* [What is needed] Please copy each line below that contains the word "Right".

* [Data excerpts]
◇ ◇ ◇

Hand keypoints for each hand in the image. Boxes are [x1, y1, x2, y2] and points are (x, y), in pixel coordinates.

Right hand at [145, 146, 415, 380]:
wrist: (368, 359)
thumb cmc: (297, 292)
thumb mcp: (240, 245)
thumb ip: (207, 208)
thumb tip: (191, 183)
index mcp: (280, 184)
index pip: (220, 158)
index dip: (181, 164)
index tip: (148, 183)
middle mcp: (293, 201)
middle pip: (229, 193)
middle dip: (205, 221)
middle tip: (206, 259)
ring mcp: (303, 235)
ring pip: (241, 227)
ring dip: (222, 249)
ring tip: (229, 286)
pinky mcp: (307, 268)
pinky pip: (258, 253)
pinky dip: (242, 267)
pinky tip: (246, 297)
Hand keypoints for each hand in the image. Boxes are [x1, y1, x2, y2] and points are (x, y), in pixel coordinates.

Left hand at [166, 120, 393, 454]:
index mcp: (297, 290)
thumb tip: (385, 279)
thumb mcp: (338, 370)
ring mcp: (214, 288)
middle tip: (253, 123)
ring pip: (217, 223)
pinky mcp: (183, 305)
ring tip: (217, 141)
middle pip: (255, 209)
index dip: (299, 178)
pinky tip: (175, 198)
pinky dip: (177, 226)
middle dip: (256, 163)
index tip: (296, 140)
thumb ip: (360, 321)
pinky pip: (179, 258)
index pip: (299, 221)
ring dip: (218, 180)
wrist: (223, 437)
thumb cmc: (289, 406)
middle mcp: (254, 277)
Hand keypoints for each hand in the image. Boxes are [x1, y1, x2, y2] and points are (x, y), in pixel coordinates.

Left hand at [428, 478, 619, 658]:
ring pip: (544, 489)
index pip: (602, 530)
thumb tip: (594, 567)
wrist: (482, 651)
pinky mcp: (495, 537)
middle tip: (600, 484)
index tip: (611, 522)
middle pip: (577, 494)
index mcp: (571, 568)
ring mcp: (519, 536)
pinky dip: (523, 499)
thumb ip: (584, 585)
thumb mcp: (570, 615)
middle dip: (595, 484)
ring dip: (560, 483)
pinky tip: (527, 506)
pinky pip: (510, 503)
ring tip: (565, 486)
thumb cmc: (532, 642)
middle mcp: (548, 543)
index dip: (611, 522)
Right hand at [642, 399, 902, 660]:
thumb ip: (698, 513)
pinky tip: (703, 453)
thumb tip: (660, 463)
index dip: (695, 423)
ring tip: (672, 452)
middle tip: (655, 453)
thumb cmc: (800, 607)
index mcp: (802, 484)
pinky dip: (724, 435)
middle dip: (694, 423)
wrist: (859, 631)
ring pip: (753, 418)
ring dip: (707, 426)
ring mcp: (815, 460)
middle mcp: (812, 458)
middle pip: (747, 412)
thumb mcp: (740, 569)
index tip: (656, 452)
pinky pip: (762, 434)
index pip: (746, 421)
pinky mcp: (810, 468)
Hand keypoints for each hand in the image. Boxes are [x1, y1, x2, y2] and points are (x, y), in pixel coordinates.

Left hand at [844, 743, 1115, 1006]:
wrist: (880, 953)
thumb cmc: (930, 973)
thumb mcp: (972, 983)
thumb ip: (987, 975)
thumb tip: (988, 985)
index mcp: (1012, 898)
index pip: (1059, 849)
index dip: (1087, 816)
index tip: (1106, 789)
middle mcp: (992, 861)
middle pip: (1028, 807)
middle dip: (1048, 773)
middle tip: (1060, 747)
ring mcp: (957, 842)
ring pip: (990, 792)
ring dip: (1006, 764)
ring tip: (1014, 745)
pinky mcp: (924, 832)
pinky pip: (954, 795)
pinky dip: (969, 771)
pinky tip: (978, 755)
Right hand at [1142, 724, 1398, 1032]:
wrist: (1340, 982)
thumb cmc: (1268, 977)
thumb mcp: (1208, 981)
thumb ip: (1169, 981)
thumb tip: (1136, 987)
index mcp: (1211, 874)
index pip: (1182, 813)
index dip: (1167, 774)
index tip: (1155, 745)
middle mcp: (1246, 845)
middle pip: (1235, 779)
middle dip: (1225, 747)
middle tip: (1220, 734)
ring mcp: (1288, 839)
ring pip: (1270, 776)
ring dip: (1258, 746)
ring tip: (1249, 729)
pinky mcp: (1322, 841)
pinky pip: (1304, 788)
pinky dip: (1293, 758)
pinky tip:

◇ ◇ ◇

* [The completed task]
Right hand at [145, 146, 415, 380]:
Right hand at [642, 399, 902, 660]:
Right hand at [1142, 724, 1398, 1032]:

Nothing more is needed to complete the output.